Манящая бездна ада. Повести и рассказы - Хуан Онетти
Шрифт:
Интервал:
Закладка:
— Собака! — восклицал он. — Какие подлые циничные слова о любви и о собаке! О, как мне хочется взглянуть на их лица! Думаю, я их увижу в этом же кабинете. Они-то полагали, что обдурили ее, и нате вам… собака и пятьсот песо!
Гиньясу на пороге обернулся и, молча усмехаясь, посмотрел на него. Канабаль вытирал себе лицо платком с траурной каймой.
— Извините, — пыхтя, сказал он, — но за всю мою жизнь ни в одной тяжбе не встречалось мне что-либо более комичное. Собака и пятьсот песо!
— То же самое подумал и я, — понимающе сказал Гиньясу. — И Феррагуту тоже не терпится увидеть их лица. Конечно, эта история и мне показалась комичной, — продолжал он, усмехаясь и подходя к открытому окну, выходившему на узкую, прямую улицу, похорошевшую от влаги и ярко оранжевого солнца: снизу, из магазина радиотоваров и пластинок, доносилась задорная примитивная музыка. — Но если учесть, что покойница оставила целое состояние…
— Именно поэтому, — сказал Канабаль и снова расхохотался.
— Целое состояние кузинам и племянницам, которые, возможно, никогда ее не видели и наверняка терпеть не могли, да еще десятки тысяч песо никому не известным лицам, которых придется разыскивать по всей стране… Если учесть, сеньор судья, что эта пара ухаживала за ней и подарила ей несколько месяцев счастья и что она была уверена — как были мы все лишь на основании свинского нашего опыта, — что они надеются стать ее наследниками. Если предположить, что старуха думала об этом, когда вызвала Феррагута, чтобы в уплату за все вышеперечисленное назначить парню, его малышке и будущему младенцу пятьсот песо и тем на всю их дальнейшую жизнь обеспечить их…
— Но послушайте, Гиньясу, — сказал судья, вдыхая острый, скорбный аромат своего платка. — Потому-то я и смеялся, черт побери! Ведь самая соль этой шутки в сочетании всего, что вы перечислили.

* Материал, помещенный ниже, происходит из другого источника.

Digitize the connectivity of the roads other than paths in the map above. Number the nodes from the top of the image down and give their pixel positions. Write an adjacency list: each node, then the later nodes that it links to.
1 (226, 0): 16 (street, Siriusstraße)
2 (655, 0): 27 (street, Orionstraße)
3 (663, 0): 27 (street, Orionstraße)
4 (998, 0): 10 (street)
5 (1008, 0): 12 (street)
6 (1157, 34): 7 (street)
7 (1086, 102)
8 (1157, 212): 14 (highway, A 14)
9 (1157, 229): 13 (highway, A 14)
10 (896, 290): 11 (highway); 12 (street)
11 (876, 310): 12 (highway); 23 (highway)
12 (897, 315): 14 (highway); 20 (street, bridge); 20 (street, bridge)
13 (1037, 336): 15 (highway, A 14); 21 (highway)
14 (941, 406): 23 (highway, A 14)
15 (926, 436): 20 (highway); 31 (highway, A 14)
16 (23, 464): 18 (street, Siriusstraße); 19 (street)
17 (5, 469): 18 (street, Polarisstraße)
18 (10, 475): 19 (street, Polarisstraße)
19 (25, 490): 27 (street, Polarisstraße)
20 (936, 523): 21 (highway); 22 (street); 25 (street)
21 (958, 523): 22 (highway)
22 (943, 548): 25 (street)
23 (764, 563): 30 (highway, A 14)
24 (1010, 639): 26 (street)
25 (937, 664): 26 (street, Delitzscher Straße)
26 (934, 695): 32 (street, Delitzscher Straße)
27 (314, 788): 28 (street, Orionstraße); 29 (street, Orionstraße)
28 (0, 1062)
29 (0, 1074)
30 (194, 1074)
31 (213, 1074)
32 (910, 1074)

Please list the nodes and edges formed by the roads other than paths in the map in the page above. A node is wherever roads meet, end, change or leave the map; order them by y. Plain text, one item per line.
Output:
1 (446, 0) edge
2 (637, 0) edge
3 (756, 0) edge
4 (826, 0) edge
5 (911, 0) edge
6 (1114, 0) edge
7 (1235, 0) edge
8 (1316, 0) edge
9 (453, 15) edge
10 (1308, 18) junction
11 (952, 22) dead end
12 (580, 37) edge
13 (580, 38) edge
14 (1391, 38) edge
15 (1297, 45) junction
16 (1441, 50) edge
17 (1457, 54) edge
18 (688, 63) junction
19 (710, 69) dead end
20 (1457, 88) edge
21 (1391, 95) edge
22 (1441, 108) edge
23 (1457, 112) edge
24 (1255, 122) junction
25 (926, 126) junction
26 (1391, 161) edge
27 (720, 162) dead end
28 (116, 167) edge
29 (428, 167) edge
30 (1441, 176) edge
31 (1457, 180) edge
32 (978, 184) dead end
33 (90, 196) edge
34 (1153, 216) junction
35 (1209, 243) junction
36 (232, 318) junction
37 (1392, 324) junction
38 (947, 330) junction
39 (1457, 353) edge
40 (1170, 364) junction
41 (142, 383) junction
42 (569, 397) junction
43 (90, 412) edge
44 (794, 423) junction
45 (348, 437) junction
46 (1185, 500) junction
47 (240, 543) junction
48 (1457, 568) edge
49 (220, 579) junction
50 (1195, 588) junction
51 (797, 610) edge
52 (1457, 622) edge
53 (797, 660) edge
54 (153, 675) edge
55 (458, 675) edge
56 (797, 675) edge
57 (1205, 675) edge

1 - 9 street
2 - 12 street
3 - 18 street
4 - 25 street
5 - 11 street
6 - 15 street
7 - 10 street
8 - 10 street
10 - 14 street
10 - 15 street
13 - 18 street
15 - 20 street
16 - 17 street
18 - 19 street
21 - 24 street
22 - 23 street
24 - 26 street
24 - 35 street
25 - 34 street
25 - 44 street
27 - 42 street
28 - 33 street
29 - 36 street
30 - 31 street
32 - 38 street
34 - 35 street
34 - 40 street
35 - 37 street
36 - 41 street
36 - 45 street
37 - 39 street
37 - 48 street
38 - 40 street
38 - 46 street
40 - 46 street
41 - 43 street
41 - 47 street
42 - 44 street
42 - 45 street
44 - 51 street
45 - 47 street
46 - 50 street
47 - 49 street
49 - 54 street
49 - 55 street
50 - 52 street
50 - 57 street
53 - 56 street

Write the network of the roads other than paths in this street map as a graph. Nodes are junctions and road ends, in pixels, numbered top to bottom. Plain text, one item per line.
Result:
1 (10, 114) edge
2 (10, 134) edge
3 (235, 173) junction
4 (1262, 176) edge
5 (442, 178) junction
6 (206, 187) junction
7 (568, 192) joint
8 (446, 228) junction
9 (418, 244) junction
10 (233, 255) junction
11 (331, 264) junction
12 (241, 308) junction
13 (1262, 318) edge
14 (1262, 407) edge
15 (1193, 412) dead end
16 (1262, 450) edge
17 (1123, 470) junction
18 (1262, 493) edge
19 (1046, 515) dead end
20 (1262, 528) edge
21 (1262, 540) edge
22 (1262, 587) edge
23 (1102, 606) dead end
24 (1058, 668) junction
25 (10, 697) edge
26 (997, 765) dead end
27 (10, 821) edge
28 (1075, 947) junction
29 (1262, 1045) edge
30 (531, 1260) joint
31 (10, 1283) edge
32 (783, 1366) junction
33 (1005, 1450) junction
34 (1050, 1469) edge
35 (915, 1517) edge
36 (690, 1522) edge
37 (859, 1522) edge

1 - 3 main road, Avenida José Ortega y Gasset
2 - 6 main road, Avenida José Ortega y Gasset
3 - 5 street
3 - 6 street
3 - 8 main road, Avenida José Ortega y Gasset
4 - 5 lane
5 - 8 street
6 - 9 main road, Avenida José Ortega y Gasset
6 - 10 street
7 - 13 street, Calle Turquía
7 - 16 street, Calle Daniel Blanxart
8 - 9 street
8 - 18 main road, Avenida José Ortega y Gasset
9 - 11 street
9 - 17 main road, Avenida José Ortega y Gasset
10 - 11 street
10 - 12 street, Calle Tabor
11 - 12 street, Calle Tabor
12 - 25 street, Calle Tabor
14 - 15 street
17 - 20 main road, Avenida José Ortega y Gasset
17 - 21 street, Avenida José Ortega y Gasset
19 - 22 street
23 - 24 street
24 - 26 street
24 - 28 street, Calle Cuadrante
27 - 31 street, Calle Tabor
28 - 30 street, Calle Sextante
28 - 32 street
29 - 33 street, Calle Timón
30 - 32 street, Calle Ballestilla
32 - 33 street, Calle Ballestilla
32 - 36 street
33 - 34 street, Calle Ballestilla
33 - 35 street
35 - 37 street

«Глаза у него бесцветные, — подумал Гиньясу, — в них нет ничего, кроме блеска и выпуклости, он мог бы не моргая смотреть часами, даже если на роговицу налипнет лепесток розы».
— Однако мне от этой шутки уже не смешно, — продолжал Гиньясу. — История слишком комична, чудовищно комична. Потому я в конце концов отнесся к ней серьезно, не доверяя видимости. Например, попрошу вас на прощание подумать о собаке и завтра сказать мне, почему собаку она оставила ему, а не кузинам-миллионершам.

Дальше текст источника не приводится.